*Given entries*.
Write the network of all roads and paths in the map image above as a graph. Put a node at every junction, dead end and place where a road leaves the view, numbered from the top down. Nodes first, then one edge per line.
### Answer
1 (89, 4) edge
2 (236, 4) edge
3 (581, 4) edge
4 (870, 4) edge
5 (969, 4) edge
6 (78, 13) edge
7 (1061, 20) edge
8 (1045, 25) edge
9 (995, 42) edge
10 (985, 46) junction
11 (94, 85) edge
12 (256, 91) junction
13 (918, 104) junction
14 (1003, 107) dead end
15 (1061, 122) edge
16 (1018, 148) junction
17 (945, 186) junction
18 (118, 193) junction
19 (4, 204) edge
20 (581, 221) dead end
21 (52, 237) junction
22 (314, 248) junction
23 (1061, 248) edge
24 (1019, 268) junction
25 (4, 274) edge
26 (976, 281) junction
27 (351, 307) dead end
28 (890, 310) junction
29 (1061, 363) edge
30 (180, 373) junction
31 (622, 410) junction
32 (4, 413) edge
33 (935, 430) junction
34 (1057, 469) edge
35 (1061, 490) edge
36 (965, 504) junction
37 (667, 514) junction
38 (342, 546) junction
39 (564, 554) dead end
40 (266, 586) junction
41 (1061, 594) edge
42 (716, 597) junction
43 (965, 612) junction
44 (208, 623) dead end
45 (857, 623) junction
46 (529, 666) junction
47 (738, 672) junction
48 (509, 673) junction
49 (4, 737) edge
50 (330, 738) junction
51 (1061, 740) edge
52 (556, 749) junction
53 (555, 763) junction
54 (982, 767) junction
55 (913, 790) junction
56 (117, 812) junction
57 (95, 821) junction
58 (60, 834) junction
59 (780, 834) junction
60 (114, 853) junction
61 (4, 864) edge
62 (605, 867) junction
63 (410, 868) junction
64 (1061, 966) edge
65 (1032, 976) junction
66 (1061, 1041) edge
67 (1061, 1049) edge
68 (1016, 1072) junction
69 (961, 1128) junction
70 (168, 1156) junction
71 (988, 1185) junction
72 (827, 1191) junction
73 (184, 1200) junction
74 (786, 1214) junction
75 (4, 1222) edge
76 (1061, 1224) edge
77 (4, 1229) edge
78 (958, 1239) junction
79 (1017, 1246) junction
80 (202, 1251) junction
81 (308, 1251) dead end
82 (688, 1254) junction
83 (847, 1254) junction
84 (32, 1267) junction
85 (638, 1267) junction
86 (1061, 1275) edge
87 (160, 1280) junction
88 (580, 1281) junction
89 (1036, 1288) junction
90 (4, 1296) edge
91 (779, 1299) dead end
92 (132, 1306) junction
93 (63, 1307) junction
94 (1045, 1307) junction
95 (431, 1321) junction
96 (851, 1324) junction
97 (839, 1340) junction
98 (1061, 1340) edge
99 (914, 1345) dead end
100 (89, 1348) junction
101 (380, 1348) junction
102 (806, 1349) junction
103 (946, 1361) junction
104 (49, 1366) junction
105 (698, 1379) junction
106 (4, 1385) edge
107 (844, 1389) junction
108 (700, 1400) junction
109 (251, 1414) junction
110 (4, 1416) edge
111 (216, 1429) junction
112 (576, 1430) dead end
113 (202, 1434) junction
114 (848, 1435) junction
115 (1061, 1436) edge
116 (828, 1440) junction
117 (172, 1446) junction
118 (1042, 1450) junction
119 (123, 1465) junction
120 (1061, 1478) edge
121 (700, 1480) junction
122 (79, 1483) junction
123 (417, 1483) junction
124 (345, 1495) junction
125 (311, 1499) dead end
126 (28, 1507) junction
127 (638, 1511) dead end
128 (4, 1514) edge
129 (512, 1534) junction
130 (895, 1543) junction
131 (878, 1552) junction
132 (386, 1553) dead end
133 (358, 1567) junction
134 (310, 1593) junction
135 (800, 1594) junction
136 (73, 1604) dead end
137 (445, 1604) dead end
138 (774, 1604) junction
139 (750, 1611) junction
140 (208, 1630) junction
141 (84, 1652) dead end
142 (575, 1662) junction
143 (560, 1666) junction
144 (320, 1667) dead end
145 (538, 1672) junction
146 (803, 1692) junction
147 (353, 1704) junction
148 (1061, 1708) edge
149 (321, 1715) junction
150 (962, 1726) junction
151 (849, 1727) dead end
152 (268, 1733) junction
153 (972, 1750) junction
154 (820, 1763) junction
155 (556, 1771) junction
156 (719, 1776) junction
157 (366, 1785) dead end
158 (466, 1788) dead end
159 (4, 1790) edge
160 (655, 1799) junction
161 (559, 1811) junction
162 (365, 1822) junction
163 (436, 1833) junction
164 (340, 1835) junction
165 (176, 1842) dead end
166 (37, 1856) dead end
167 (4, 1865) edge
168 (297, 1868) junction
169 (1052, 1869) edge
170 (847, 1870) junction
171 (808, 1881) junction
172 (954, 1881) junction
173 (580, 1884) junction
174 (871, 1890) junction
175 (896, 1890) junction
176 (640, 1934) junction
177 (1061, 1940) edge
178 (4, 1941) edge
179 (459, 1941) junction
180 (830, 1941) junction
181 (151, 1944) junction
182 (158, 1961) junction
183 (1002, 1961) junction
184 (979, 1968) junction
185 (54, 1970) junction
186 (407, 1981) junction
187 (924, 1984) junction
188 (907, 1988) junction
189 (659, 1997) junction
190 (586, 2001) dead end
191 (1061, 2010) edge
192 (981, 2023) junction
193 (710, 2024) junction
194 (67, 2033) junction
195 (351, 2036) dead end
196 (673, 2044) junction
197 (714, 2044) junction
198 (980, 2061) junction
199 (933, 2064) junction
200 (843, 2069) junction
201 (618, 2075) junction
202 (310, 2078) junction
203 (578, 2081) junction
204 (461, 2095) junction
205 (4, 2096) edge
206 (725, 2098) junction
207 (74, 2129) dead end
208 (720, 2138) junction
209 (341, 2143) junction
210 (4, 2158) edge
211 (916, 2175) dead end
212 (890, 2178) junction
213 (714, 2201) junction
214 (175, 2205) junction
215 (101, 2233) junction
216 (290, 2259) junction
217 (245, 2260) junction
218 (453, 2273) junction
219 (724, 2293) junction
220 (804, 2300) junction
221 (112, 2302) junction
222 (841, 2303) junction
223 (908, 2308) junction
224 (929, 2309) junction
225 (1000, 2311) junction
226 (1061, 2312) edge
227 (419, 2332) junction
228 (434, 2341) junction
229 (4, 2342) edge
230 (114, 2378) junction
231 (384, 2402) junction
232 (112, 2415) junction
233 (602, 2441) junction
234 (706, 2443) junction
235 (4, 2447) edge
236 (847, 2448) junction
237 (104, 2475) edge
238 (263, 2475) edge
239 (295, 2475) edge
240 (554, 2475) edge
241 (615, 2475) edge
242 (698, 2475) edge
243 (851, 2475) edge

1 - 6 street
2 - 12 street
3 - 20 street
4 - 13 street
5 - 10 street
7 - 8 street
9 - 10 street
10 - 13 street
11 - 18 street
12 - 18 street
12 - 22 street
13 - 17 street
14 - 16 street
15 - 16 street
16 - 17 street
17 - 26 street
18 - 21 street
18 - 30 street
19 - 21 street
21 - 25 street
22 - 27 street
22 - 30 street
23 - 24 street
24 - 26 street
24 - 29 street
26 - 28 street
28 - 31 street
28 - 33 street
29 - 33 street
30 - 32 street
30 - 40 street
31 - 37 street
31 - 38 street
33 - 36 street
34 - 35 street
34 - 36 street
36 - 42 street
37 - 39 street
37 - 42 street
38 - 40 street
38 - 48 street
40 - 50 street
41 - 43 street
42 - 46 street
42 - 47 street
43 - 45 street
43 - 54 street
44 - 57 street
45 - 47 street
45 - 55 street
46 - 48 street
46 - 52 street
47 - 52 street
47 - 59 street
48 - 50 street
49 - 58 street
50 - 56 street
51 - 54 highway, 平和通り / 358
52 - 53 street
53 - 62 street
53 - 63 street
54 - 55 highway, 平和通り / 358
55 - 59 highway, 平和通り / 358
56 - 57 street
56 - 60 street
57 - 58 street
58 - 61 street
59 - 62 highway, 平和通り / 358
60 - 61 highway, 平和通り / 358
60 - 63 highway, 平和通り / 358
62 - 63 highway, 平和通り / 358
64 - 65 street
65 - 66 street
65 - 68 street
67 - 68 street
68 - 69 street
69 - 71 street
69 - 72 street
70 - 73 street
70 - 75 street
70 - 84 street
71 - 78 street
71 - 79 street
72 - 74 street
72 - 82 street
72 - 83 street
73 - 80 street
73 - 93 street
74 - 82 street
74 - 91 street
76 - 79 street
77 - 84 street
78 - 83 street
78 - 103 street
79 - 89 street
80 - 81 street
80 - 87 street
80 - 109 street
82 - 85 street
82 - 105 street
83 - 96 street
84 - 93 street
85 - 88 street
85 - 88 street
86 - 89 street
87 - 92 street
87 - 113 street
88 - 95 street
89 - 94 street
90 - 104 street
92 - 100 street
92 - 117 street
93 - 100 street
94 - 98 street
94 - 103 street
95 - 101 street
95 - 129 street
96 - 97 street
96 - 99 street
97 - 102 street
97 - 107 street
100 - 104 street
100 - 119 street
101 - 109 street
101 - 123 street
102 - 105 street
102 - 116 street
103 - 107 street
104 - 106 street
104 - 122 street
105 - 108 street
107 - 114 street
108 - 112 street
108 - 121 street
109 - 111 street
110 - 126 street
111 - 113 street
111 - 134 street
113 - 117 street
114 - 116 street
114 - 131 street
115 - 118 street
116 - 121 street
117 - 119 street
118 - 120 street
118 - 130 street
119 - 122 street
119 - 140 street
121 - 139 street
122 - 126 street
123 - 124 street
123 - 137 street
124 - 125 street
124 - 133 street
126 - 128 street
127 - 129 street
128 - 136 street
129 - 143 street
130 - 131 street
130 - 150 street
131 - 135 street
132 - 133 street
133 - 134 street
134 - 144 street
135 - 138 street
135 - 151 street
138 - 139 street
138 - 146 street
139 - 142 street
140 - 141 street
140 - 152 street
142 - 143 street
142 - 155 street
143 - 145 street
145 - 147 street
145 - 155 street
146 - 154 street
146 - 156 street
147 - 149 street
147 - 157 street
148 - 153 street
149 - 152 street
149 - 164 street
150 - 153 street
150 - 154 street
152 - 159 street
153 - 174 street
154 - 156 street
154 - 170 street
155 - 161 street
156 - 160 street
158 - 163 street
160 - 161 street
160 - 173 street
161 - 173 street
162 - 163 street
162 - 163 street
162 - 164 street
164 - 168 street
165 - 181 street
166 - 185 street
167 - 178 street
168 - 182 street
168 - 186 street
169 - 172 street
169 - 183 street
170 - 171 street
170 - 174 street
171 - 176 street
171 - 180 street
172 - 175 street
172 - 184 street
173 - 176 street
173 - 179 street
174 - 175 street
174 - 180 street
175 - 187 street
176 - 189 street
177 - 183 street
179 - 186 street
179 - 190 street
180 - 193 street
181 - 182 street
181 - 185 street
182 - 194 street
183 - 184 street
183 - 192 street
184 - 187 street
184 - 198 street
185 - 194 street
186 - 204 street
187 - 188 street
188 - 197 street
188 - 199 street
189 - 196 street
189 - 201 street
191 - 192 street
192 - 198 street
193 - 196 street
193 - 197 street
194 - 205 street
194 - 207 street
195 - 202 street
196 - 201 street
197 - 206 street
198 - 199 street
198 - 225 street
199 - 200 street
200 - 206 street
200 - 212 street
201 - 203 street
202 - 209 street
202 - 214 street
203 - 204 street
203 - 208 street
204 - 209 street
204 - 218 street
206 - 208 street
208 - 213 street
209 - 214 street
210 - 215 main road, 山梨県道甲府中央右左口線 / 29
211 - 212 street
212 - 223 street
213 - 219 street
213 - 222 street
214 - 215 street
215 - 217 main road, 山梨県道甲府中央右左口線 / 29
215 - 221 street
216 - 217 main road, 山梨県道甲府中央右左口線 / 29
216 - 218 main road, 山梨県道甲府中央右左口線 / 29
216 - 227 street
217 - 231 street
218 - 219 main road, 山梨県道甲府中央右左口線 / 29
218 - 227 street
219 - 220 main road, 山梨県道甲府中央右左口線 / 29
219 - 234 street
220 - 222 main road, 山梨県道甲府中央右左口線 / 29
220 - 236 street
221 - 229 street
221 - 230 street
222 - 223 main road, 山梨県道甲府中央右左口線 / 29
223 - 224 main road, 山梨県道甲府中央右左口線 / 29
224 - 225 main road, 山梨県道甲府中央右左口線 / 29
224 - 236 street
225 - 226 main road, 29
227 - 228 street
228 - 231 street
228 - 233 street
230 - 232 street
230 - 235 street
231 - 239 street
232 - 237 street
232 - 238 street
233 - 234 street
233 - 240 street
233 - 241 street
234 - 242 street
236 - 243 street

*Your objective*. Go line by line through the material above and return each one that includes "平和通り".

*Result of this task*.
51 - 54 highway, 平和通り / 358
54 - 55 highway, 平和通り / 358
55 - 59 highway, 平和通り / 358
59 - 62 highway, 平和通り / 358
60 - 61 highway, 平和通り / 358
60 - 63 highway, 平和通り / 358
62 - 63 highway, 平和通り / 358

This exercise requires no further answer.